U.S. Rep. Bob Dold, R-Ill., has introduced a bill that would compensate Zion and other communities that have served as storage facilities for nuclear waste. Exelon’s Zion Nuclear Power Station has housed about 1,020 metric tons of used nuclear fuel since it closed in 1998, according to a news release from Dold. In 2002, it was determined the fuel would be moved to the Yucca Mountain storage facility, which has not yet opened.

Dold said Zion is one of 13 communities across the country storing nuclear fuel from a closed power plant. The Stranded Nuclear Waste Accountability Act would compensate Zion more than $15 million annually for seven years, an expiration date Dold said he hopes will push elected officials to find a long-term solution. “We want to compensate these communities while it’s being stored here until we can again move it up to some other site,” Dold said as he discussed the bill with Zion Mayor Al Hill at the Zion Senior Center on Monday.

Hill and representatives from the city’s taxing bodies called on the federal government in March to compensate the community for acting as a nuclear spent-fuel-rod storage facility. Dold said he and his staff then began working with them to formulate the legislation.

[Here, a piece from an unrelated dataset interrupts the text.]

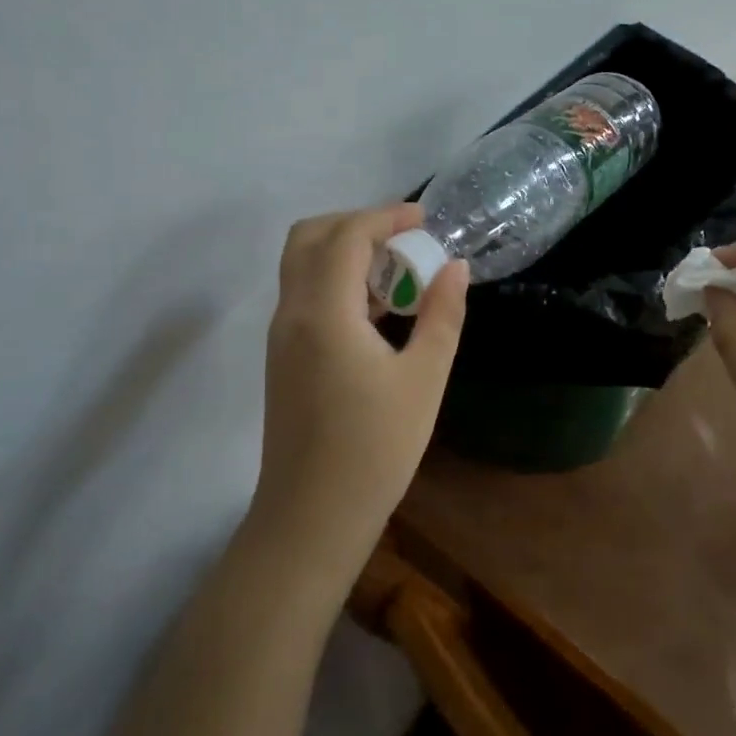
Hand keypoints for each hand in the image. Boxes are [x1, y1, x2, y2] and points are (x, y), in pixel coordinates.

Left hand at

Hill said he hopes to use the compensation to keep the city’s tax rate down. The plant’s closure resulted in an immediate loss of about 55 percent of Zion’s tax base, according to Nuclear Energy Information Service.

Currently, the Zion School District 6 tax rate is 21.456 percent, and the Zion School District 3 tax rate is 18.050 percent, according to Zion Township Assessor Larry Wicketts. Both rates are the highest in the county.